Copy out precisely the line that holds "middle pip: (193, 179)" and all the lines following it in the data, up to and including the last one, and no others.

Images with bounding boxes:
[Start of section]
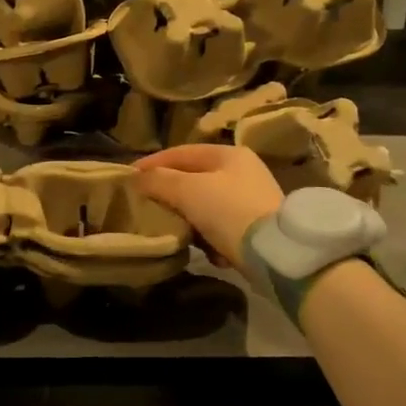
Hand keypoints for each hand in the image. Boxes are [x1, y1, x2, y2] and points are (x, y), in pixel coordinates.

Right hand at [133, 144, 282, 273]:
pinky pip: (221, 228)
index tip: (129, 177)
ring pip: (205, 205)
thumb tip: (137, 178)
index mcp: (229, 155)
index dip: (153, 163)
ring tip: (174, 231)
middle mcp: (243, 172)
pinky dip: (210, 238)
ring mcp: (251, 201)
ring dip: (189, 219)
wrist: (276, 253)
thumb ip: (159, 180)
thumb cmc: (229, 211)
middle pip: (193, 179)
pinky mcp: (256, 228)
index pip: (181, 152)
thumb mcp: (188, 191)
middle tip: (146, 206)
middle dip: (169, 194)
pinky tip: (207, 250)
[End of section]
RESPONSE AREA ::
middle pip: (193, 179)
pinky mcp: (256, 228)
index pip: (181, 152)
thumb mcp: (188, 191)
middle tip: (146, 206)
middle dip: (169, 194)
pinky tip: (207, 250)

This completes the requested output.